__TASK MATERIAL__
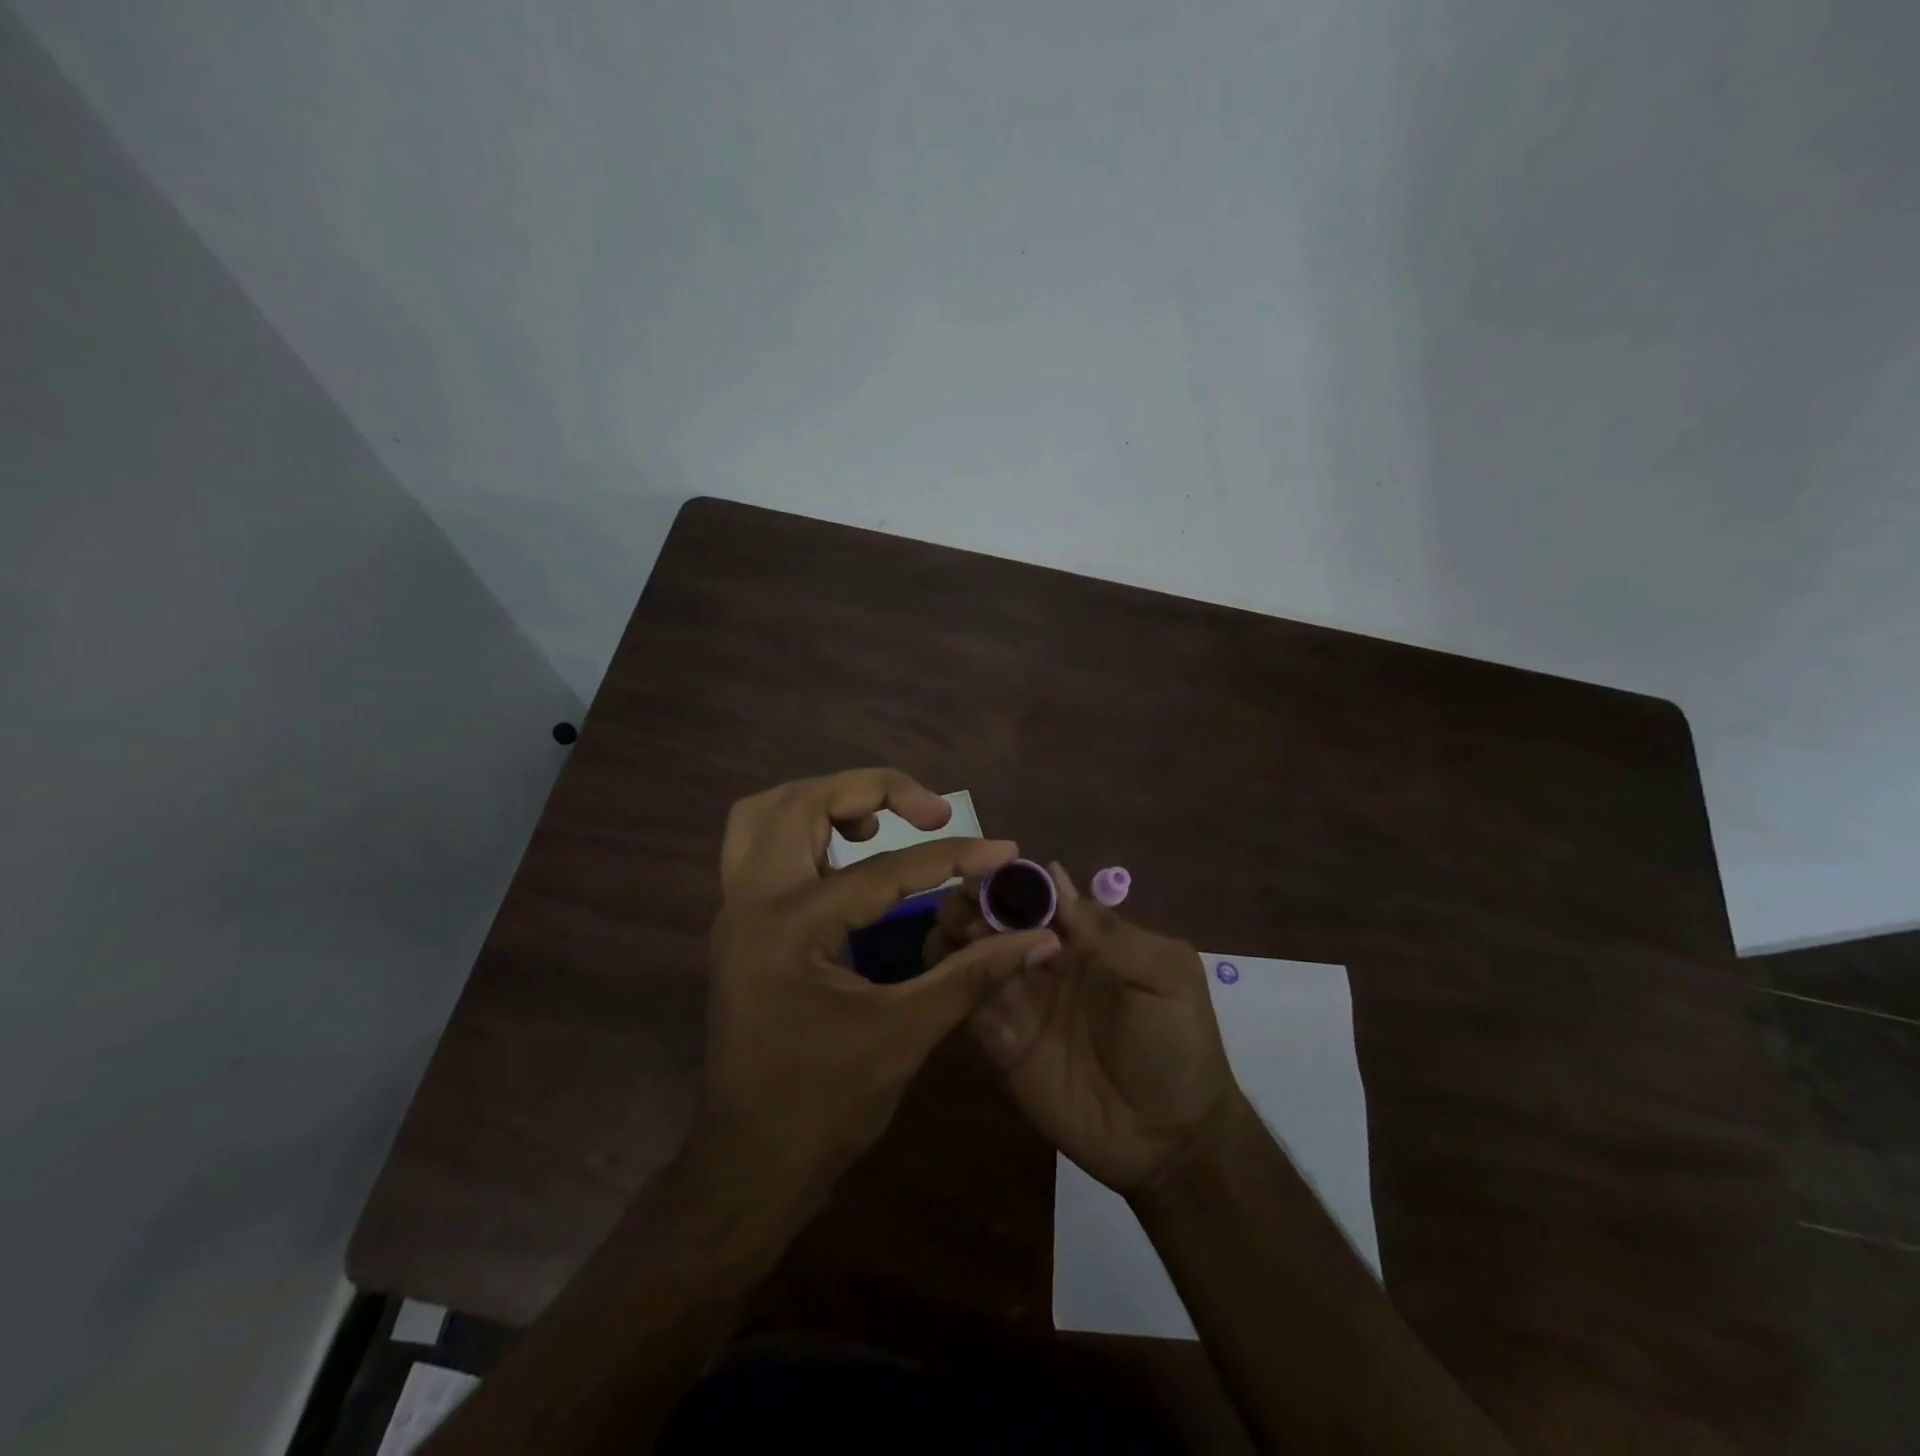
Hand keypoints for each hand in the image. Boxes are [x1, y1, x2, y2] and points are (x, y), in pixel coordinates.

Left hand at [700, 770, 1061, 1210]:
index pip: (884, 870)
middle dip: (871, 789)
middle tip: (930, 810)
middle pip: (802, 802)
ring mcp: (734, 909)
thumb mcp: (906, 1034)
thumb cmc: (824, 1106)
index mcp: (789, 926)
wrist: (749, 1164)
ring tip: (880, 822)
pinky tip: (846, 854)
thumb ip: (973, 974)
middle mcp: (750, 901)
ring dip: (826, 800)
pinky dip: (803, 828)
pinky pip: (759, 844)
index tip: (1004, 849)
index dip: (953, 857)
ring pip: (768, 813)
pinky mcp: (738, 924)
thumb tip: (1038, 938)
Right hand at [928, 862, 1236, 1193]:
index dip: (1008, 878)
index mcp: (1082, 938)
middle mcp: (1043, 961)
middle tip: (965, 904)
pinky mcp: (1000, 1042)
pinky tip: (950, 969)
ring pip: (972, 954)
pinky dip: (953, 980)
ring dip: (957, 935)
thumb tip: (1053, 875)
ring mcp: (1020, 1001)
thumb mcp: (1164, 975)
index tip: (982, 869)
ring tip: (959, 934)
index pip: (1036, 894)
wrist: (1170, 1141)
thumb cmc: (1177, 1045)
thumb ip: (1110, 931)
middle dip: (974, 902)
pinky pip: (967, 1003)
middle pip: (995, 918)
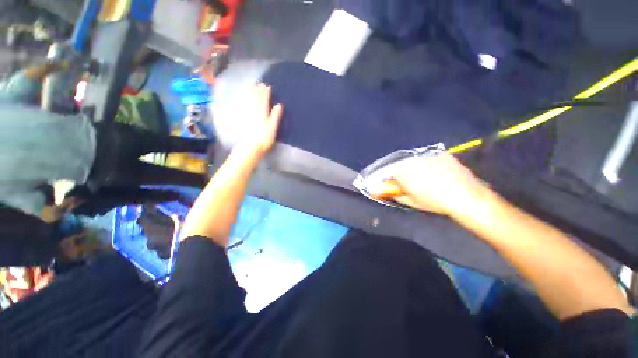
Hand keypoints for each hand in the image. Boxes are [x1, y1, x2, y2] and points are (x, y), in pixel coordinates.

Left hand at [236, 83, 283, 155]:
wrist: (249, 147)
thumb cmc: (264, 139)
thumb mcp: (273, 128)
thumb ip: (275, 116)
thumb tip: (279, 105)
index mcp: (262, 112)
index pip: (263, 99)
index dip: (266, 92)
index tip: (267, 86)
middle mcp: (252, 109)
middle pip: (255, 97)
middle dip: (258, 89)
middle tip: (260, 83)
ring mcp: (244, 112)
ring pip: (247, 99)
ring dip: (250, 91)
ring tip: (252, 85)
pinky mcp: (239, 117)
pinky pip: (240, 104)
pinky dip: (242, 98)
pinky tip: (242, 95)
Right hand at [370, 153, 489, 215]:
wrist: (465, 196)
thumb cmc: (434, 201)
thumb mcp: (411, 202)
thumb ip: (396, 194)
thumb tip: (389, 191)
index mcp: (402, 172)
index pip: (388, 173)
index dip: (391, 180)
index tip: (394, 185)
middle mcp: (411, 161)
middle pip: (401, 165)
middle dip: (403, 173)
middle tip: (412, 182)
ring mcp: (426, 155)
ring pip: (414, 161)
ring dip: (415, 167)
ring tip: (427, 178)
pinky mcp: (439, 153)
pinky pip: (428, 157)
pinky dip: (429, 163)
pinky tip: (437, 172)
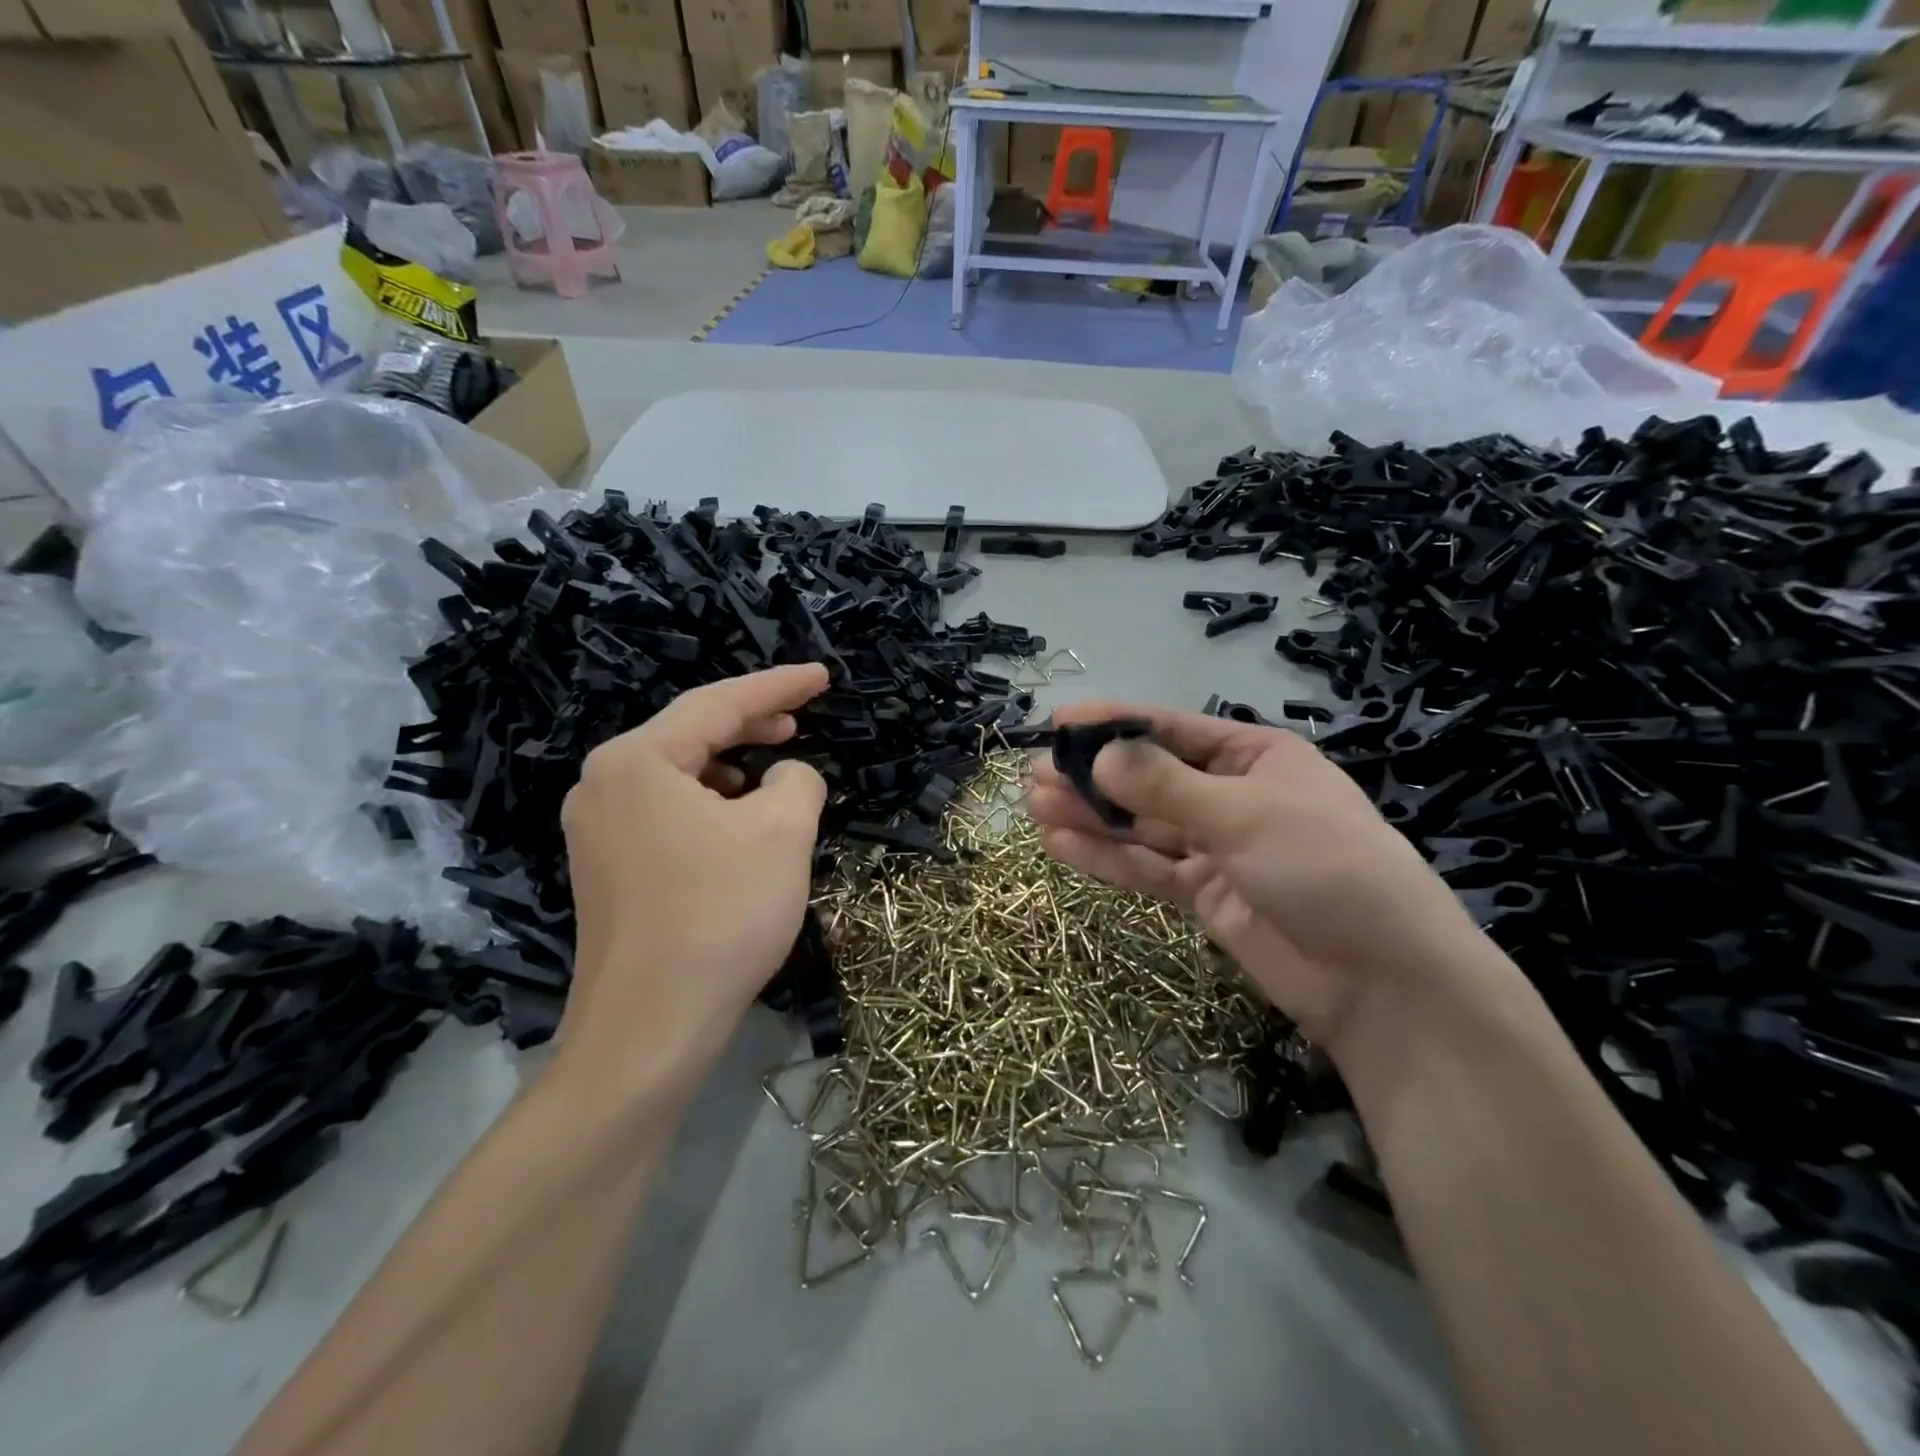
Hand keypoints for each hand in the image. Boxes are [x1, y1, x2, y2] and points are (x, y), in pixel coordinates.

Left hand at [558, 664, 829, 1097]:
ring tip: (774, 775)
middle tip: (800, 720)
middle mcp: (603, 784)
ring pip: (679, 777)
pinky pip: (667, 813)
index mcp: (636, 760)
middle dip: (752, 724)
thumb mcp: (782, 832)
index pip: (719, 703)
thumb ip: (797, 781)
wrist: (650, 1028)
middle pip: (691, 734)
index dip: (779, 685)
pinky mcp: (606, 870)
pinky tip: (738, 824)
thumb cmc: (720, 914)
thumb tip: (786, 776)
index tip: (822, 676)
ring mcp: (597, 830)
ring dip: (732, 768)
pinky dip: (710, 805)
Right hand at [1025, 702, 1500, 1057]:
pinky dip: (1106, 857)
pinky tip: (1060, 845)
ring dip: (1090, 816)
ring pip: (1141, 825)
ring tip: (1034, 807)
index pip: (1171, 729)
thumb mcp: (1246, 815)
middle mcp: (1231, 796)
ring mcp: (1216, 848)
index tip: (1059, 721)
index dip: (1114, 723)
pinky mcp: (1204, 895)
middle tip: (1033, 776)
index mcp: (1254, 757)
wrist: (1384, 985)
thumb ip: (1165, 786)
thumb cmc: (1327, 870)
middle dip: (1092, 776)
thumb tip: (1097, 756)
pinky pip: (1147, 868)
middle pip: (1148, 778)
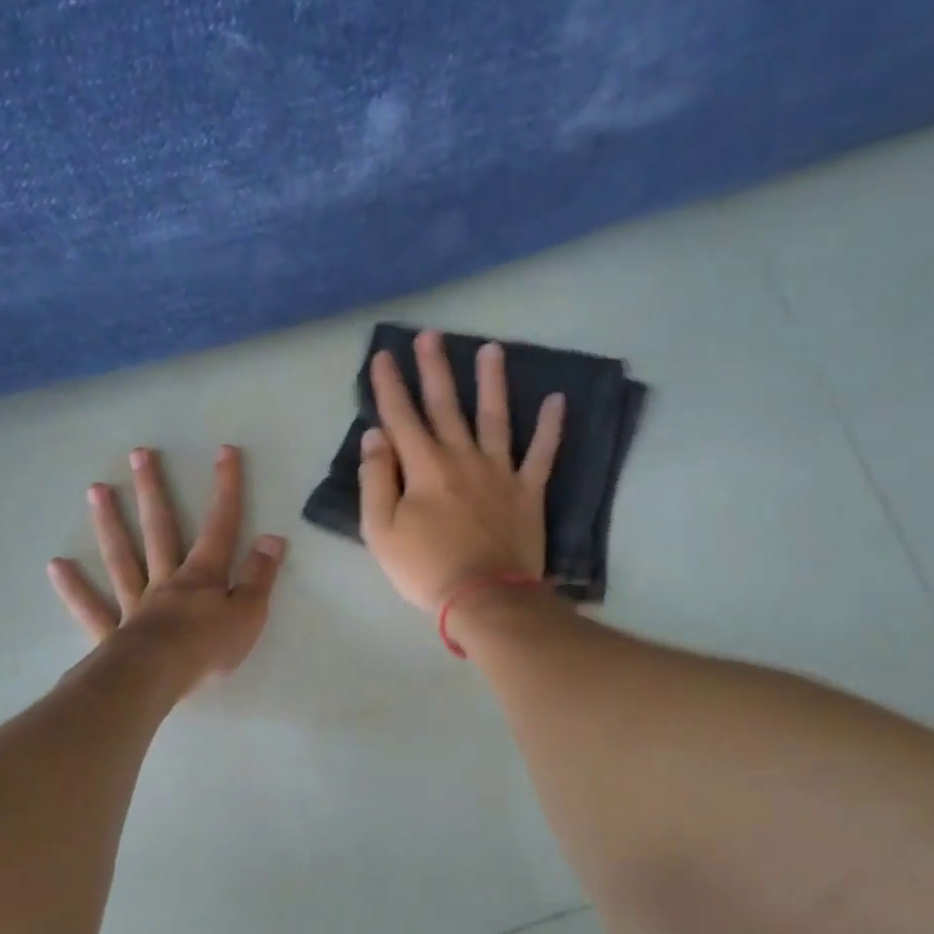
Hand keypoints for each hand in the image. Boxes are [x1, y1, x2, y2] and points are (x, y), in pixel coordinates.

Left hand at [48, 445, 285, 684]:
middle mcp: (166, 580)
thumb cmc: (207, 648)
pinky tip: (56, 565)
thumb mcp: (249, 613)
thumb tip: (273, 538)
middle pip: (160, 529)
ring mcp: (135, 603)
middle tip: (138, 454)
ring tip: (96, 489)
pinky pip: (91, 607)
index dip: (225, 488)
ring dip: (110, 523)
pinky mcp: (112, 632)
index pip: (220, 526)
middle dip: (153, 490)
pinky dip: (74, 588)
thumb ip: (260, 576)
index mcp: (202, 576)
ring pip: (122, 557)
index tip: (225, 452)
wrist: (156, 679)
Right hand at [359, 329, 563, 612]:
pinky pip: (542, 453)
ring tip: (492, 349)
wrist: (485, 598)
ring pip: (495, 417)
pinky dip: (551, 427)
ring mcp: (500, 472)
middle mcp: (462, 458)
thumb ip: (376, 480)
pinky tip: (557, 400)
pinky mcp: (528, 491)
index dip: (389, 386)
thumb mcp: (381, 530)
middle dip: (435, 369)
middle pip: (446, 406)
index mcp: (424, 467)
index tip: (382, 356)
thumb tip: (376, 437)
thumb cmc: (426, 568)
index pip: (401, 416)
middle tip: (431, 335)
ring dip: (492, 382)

__GOAL OF THE EXERCISE__
Repeat every entry exactly. Do not include the pictures.

__ANSWER SECTION__
Hand keypoints for each hand in the image. Boxes are [x1, y1, x2, y2] and points are (x, y), in pixel coordinates.

Left hand at [700, 770, 1061, 1210]:
index pip: (884, 870)
middle dip: (871, 789)
middle tip: (930, 810)
middle pip: (802, 802)
ring mcp: (734, 909)
thumb mcp: (906, 1034)
thumb cmc: (824, 1106)
index mcp: (789, 926)
wrist: (749, 1164)
ring tip: (880, 822)
pinky tip: (846, 854)
thumb ip: (973, 974)
middle mcp: (750, 901)
ring dip: (826, 800)
pinky dip: (803, 828)
pinky pip: (759, 844)
index tip: (1004, 849)
index dip: (953, 857)
ring pip: (768, 813)
pinky mcp: (738, 924)
thumb tip: (1038, 938)
Right hand at [928, 862, 1236, 1193]:
index dip: (1008, 878)
index mcp: (1082, 938)
middle mcp: (1043, 961)
middle tip: (965, 904)
pinky mcp: (1000, 1042)
pinky tip: (950, 969)
ring pip: (972, 954)
pinky dip: (953, 980)
ring dip: (957, 935)
thumb tip: (1053, 875)
ring mcp: (1020, 1001)
thumb mcp: (1164, 975)
index tip: (982, 869)
ring tip: (959, 934)
index pip: (1036, 894)
wrist: (1170, 1141)
thumb cmc: (1177, 1045)
thumb ip: (1110, 931)
middle dip: (974, 902)
pinky pip: (967, 1003)
middle pip: (995, 918)
Hand keypoints for each hand in the image. Boxes are [x1, y1, x2, y2] and points are (x, y), in pixel coordinates.

Left hand at [236, 83, 283, 155]:
wrist: (249, 147)
thumb cmc: (264, 139)
thumb mcp: (273, 128)
thumb ip: (275, 116)
thumb tip: (279, 105)
index mcp: (262, 112)
index pip: (263, 99)
index dip: (266, 92)
index tip: (267, 86)
middle mcp: (252, 109)
middle pip: (255, 97)
middle dip: (258, 89)
middle tip: (260, 83)
ring mcp: (244, 112)
ring pip: (247, 99)
ring dip: (250, 91)
ring tip: (252, 85)
pinky mcp: (239, 117)
pinky pip: (240, 104)
pinky dip: (242, 98)
pinky tip: (242, 95)
Right hand at [370, 153, 489, 215]:
wrist: (465, 196)
thumb cmc: (434, 201)
thumb mcp: (411, 202)
thumb ip: (396, 194)
thumb tip: (389, 191)
index mcp: (402, 172)
index pip: (388, 173)
index dip: (391, 180)
index tip: (394, 185)
middle mcp: (411, 161)
middle pip: (401, 165)
middle dip: (403, 173)
middle tip: (412, 182)
ring mcp: (426, 155)
ring pip: (414, 161)
ring dip: (415, 167)
ring tip: (427, 178)
pinky mcp: (439, 153)
pinky pip: (428, 157)
pinky dip: (429, 163)
pinky tip: (437, 172)
Hand keypoints for each hand in the image. Boxes are [x1, y1, x2, y2] and points are (x, y), in pixel coordinates.

Left hand at [558, 664, 829, 1097]:
ring tip: (774, 775)
middle tip: (800, 720)
middle mcp: (603, 784)
ring pip: (679, 777)
pinky pip: (667, 813)
index mcp: (636, 760)
middle dip: (752, 724)
thumb mcp: (782, 832)
index pip: (719, 703)
thumb ip: (797, 781)
wrist: (650, 1028)
middle pip: (691, 734)
index dip: (779, 685)
pinky mcp: (606, 870)
pinky tip: (738, 824)
thumb cmc: (720, 914)
thumb tip: (786, 776)
index tip: (822, 676)
ring mcp: (597, 830)
ring dip: (732, 768)
pinky dip: (710, 805)
Right hand at [1025, 702, 1500, 1057]:
pinky dip: (1106, 857)
pinky tip: (1060, 845)
ring dip: (1090, 816)
ring pip: (1141, 825)
ring tip: (1034, 807)
index pip: (1171, 729)
thumb mcp: (1246, 815)
middle mcp: (1231, 796)
ring mcp: (1216, 848)
index tip: (1059, 721)
index dip: (1114, 723)
pinky mcp: (1204, 895)
middle tip: (1033, 776)
index mcp: (1254, 757)
wrist: (1384, 985)
thumb ip: (1165, 786)
thumb cmc: (1327, 870)
middle dip: (1092, 776)
thumb tip: (1097, 756)
pinky pip: (1147, 868)
middle pip: (1148, 778)
Hand keypoints for each hand in the image. Boxes are [x1, y1, x2, y2] and points are (x, y), in pixel coordinates.

Left hand at [48, 445, 285, 684]:
middle mcp: (166, 580)
thumb cmc: (207, 648)
pinky tip: (56, 565)
thumb mcp: (249, 613)
thumb tip: (273, 538)
middle pip: (160, 529)
ring mcp: (135, 603)
middle tip: (138, 454)
ring tip: (96, 489)
pinky pip: (91, 607)
index dip: (225, 488)
ring dip: (110, 523)
pinky mcp: (112, 632)
index pip: (220, 526)
middle dip: (153, 490)
pinky dip: (74, 588)
thumb ip: (260, 576)
index mcp: (202, 576)
ring pip: (122, 557)
index tip: (225, 452)
wrist: (156, 679)
Right hand at [359, 329, 563, 612]:
pinky pip: (542, 453)
ring tip: (492, 349)
wrist: (485, 598)
ring pip: (495, 417)
pinky dip: (551, 427)
ring mcp: (500, 472)
middle mcp: (462, 458)
thumb ip: (376, 480)
pinky tip: (557, 400)
pinky mcp: (528, 491)
index dip: (389, 386)
thumb mcp: (381, 530)
middle dip: (435, 369)
middle pip: (446, 406)
index mcp: (424, 467)
index tip: (382, 356)
thumb tip: (376, 437)
thumb cmc: (426, 568)
index pip: (401, 416)
middle tip: (431, 335)
ring dip: (492, 382)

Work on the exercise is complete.